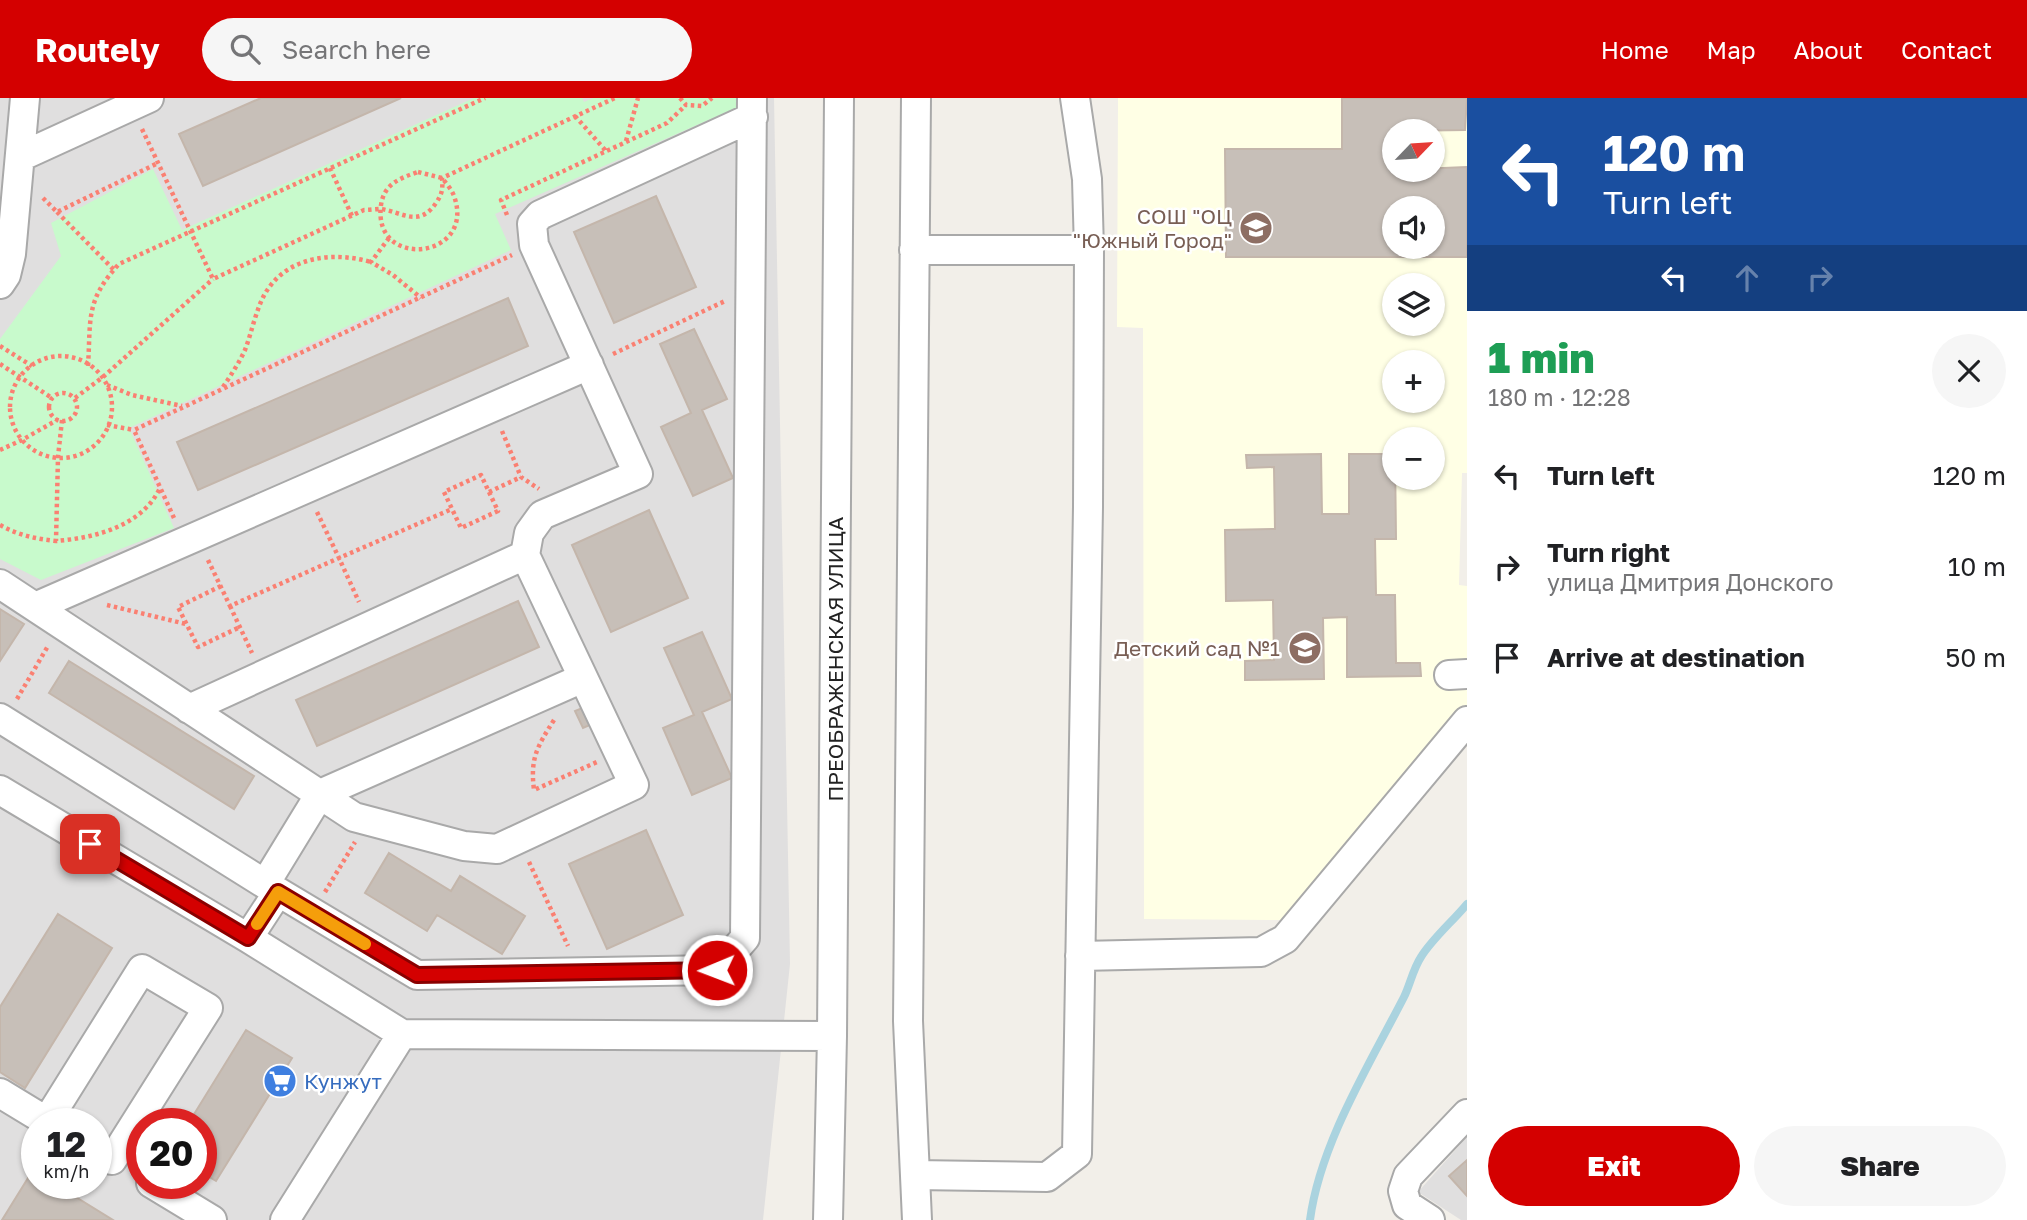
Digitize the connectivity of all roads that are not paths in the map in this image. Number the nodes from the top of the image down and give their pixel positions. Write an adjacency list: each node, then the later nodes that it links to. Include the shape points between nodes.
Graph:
1 (25, 98): 7 (street)
2 (839, 98): 25 (street, ПРЕОБРАЖЕНСКАЯ УЛИЦА)
3 (916, 98): 8 (street)
4 (1075, 98): 9 (street, via 1087,179)
5 (140, 102): 7 (street)
6 (752, 108): 11 (street, via 540,215 532,224 534,245); 21 (street, via 745,938 717,970 417,975)
7 (19, 165): 10 (street, via 11,254)
8 (914, 250): 9 (street); 31 (street, via 908,1021)
9 (1089, 250): 23 (street)
10 (0, 284)
11 (589, 365): 12 (street, via 638,474 542,515 529,533); 14 (street)
12 (525, 555): 15 (street); 16 (street)
13 (0, 584): 14 (street)
14 (35, 607): 16 (street)
15 (574, 682): 20 (street); 20 (street, via 634,785 497,849 464,846 354,817)
16 (189, 709): 20 (street)
17 (2, 720): 21 (street)
18 (1467, 721): 23 (street, via 1285,939 1261,952)
19 (0, 790): 22 (street)
20 (320, 794): 21 (street)
21 (271, 888): 22 (street)
22 (248, 938): 24 (street)
23 (1080, 956): 31 (street, via 1077,1154 1047,1177)
24 (402, 1034): 25 (street); 34 (street)
25 (832, 1036): 35 (street, ПРЕОБРАЖЕНСКАЯ УЛИЦА)
26 (0, 1093): 27 (street)
27 (25, 1108)
28 (58, 1108): 30 (street, via 142,969 208,1008)
29 (1467, 1114): 37 (street, via 1408,1176 1403,1191 1407,1205)
30 (112, 1144)
31 (915, 1175): 36 (street)
32 (177, 1199): 33 (street)
33 (212, 1220)
34 (285, 1220)
35 (828, 1220)
36 (917, 1220)
37 (1430, 1220)

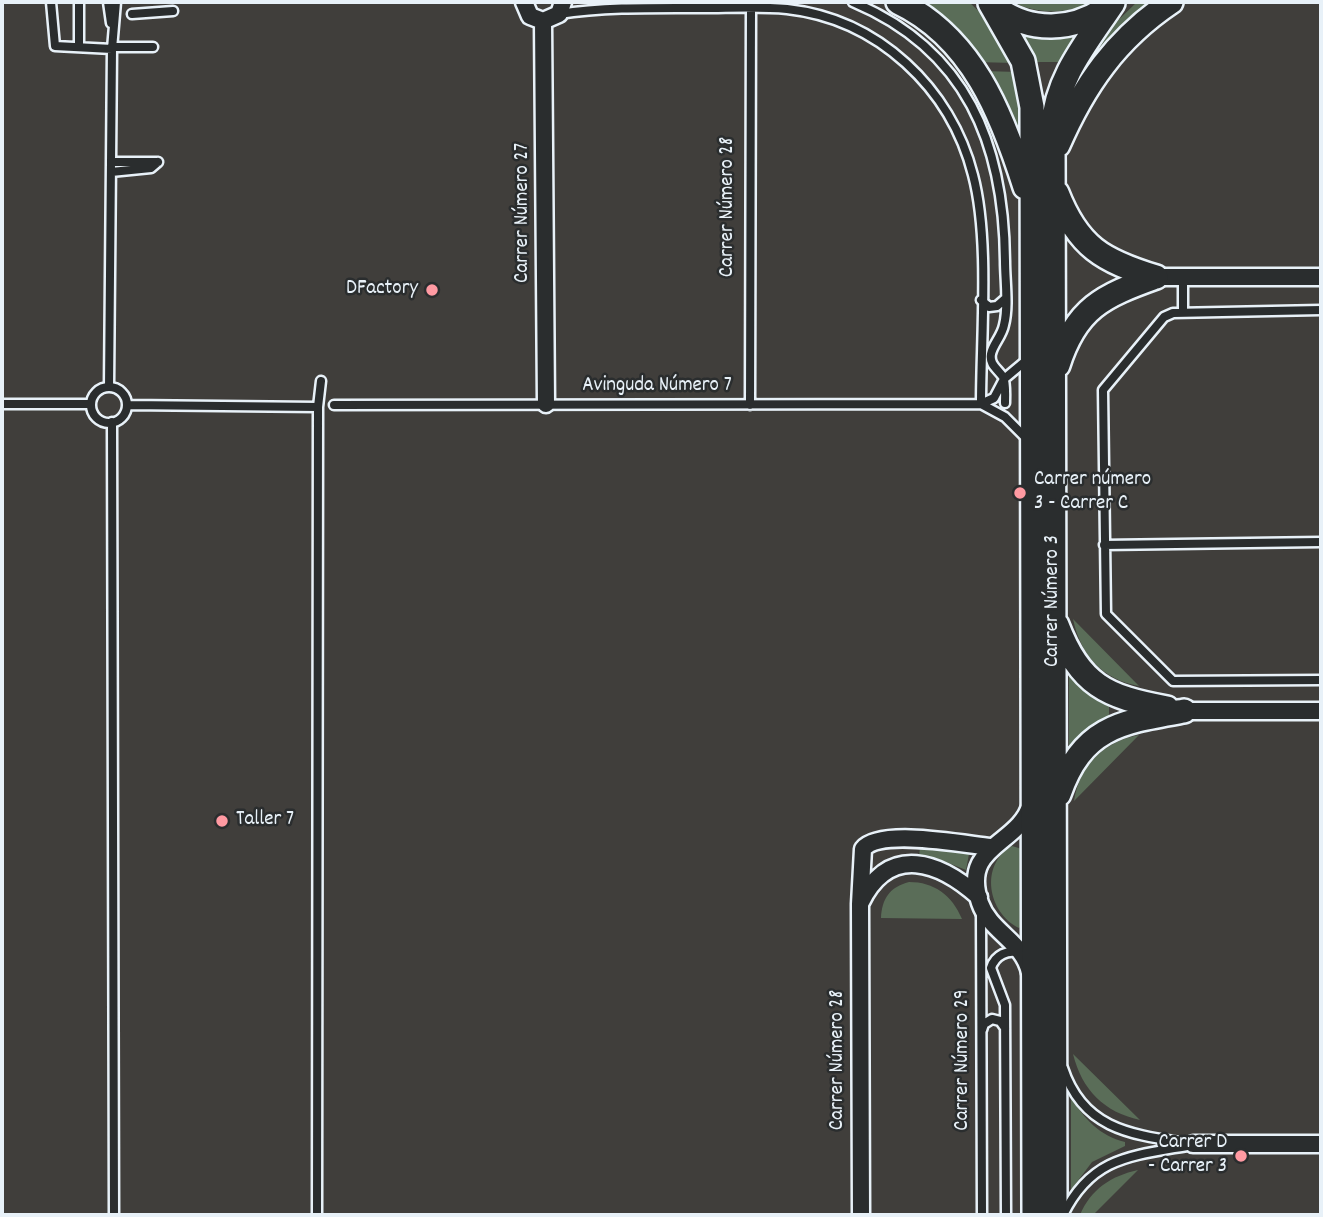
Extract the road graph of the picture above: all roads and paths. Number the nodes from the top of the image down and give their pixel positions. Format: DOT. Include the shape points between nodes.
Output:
graph roads {
  1 [pos="51,2"];
  2 [pos="79,2"];
  3 [pos="108,2"];
  4 [pos="116,2"];
  5 [pos="524,2"];
  6 [pos="740,2"];
  7 [pos="761,2"];
  8 [pos="853,2"];
  9 [pos="898,2"];
  10 [pos="989,2"];
  11 [pos="1113,2"];
  12 [pos="1171,2"];
  13 [pos="641,5"];
  14 [pos="561,8"];
  15 [pos="751,9"];
  16 [pos="173,11"];
  17 [pos="132,15"];
  18 [pos="543,21"];
  19 [pos="113,34"];
  20 [pos="79,47"];
  21 [pos="153,47"];
  22 [pos="112,48"];
  23 [pos="1053,158"];
  24 [pos="111,162"];
  25 [pos="111,172"];
  26 [pos="1054,184"];
  27 [pos="1030,204"];
  28 [pos="1156,277"];
  29 [pos="1321,277"];
  30 [pos="1183,278"];
  31 [pos="1005,299"];
  32 [pos="981,300"];
  33 [pos="1321,310"];
  34 [pos="1183,311"];
  35 [pos="1031,356"];
  36 [pos="1004,379"];
  37 [pos="1053,381"];
  38 [pos="321,382"];
  39 [pos="109,387"];
  40 [pos="2,404"];
  41 [pos="91,404"];
  42 [pos="546,404"];
  43 [pos="981,404"];
  44 [pos="1006,404"];
  45 [pos="127,405"];
  46 [pos="334,405"];
  47 [pos="750,405"];
  48 [pos="318,407"];
  49 [pos="112,422"];
  50 [pos="1031,444"];
  51 [pos="1321,542"];
  52 [pos="1104,545"];
  53 [pos="1054,617"];
  54 [pos="1321,680"];
  55 [pos="1184,711"];
  56 [pos="1321,711"];
  57 [pos="1034,795"];
  58 [pos="1054,807"];
  59 [pos="990,848"];
  60 [pos="980,901"];
  61 [pos="860,904"];
  62 [pos="1022,954"];
  63 [pos="1034,990"];
  64 [pos="982,1030"];
  65 [pos="1006,1031"];
  66 [pos="1055,1044"];
  67 [pos="1193,1144"];
  68 [pos="1321,1144"];
  69 [pos="114,1215"];
  70 [pos="317,1215"];
  71 [pos="860,1215"];
  72 [pos="982,1215"];
  73 [pos="1006,1215"];
  74 [pos="1034,1215"];
  75 [pos="1055,1215"];
  76 [pos="1063,1215"];
  1 -- 20 [label="lane" via="52,43"];
  2 -- 20 [label="lane"];
  3 -- 19 [label="lane"];
  4 -- 19 [label="lane"];
  5 -- 18 [label="street" via="530,16"];
  6 -- 15 [label="lane"];
  7 -- 15 [label="lane"];
  8 -- 31 [label="lane" via="920,43 952,76 973,107 1000,184"];
  9 -- 27 [label="main road" via="950,40 989,93 1008,132"];
  10 -- 11 [label="main road" via="1022,22 1049,27 1077,23"];
  10 -- 27 [label="main road, Carrer Número 3" via="1018,49 1027,75 1032,107"];
  11 -- 23 [label="main road, Carrer Número 3" via="1076,57 1058,94"];
  12 -- 23 [label="main road" via="1125,38 1096,72 1074,108"];
  13 -- 14 [label="lane"];
  13 -- 15 [label="lane"];
  14 -- 18 [label="street"];
  15 -- 32 [label="lane" via="801,11 850,27 899,56 939,98 962,141 974,177 980,218"];
  15 -- 47 [label="lane, Carrer Número 28"];
  16 -- 17 [label="lane"];
  18 -- 42 [label="street, Carrer Número 27"];
  19 -- 22 [label="lane"];
  20 -- 22 [label="lane"];
  21 -- 22 [label="lane"];
  22 -- 24 [label="lane"];
  23 -- 26 [label="main road, Carrer Número 3"];
  24 -- 25 [label="lane"];
  24 -- 25 [label="lane" via="158,162 151,168"];
  25 -- 39 [label="lane"];
  26 -- 28 [label="main road" via="1072,224 1093,251 1118,266"];
  26 -- 37 [label="main road, Carrer Número 3"];
  27 -- 35 [label="main road, Carrer Número 3"];
  28 -- 30 [label="street"];
  28 -- 37 [label="main road" via="1091,307 1065,343"];
  29 -- 30 [label="street"];
  30 -- 34 [label="lane"];
  31 -- 32 [label="lane" via="989,307"];
  31 -- 36 [label="lane" via="1005,324 991,354"];
  32 -- 43 [label="lane"];
  33 -- 34 [label="lane"];
  34 -- 52 [label="lane" via="1164,317 1103,390"];
  35 -- 36 [label="lane"];
  35 -- 50 [label="main road, Carrer Número 3"];
  36 -- 43 [label="lane" via="994,398"];
  36 -- 44 [label="lane"];
  37 -- 53 [label="main road, Carrer Número 3"];
  38 -- 48 [label="lane"];
  39 -- 41 [label="lane" via="96,393"];
  39 -- 45 [label="lane" via="123,393"];
  40 -- 41 [label="lane"];
  41 -- 49 [label="lane" via="97,418"];
  42 -- 46 [label="lane, Avinguda Número 7"];
  42 -- 47 [label="lane, Avinguda Número 7"];
  43 -- 47 [label="lane, Avinguda Número 7"];
  43 -- 50 [label="lane" via="1005,417"];
  45 -- 48 [label="lane"];
  45 -- 49 [label="lane" via="123,416"];
  48 -- 70 [label="lane"];
  49 -- 69 [label="lane"];
  50 -- 57 [label="main road, Carrer Número 3"];
  51 -- 52 [label="lane"];
  52 -- 54 [label="lane" via="1106,614 1173,681"];
  53 -- 55 [label="main road" via="1071,656 1100,689 1128,701"];
  53 -- 58 [label="main road, Carrer Número 3"];
  55 -- 56 [label="street"];
  55 -- 58 [label="main road" via="1121,723 1095,737 1065,776"];
  57 -- 59 [label="street" via="1019,826"];
  57 -- 63 [label="main road, Carrer Número 3"];
  58 -- 66 [label="main road, Carrer Número 3"];
  59 -- 60 [label="street" via="978,870"];
  59 -- 61 [label="street, Carrer Número 28" via="925,840 868,842 860,856"];
  60 -- 61 [label="street" via="943,870 906,864 874,881"];
  60 -- 62 [label="street" via="995,927"];
  60 -- 64 [label="lane, Carrer Número 29"];
  61 -- 71 [label="street, Carrer Número 28"];
  62 -- 63 [label="street"];
  62 -- 65 [label="lane, Carrer Número 29" via="1003,954 991,968 1004,999"];
  63 -- 74 [label="main road, Carrer Número 3"];
  64 -- 65 [label="lane" via="996,1019"];
  64 -- 72 [label="lane, Carrer Número 29"];
  65 -- 73 [label="lane, Carrer Número 29"];
  66 -- 67 [label="lane" via="1076,1095 1101,1121 1132,1134"];
  66 -- 75 [label="main road, Carrer Número 3"];
  67 -- 68 [label="street"];
  67 -- 76 [label="lane" via="1126,1157 1103,1167 1078,1189"];
}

****************************************

- The task: Show all lines from the data above in which the word "down" appears.

- Solved problem:
Digitize the connectivity of all roads that are not paths in the map in this image. Number the nodes from the top of the image down and give their pixel positions. Write an adjacency list: each node, then the later nodes that it links to. Include the shape points between nodes.
Extract the road graph of the picture above: all roads and paths. Number the nodes from the top of the image down and give their pixel positions. Format: DOT. Include the shape points between nodes.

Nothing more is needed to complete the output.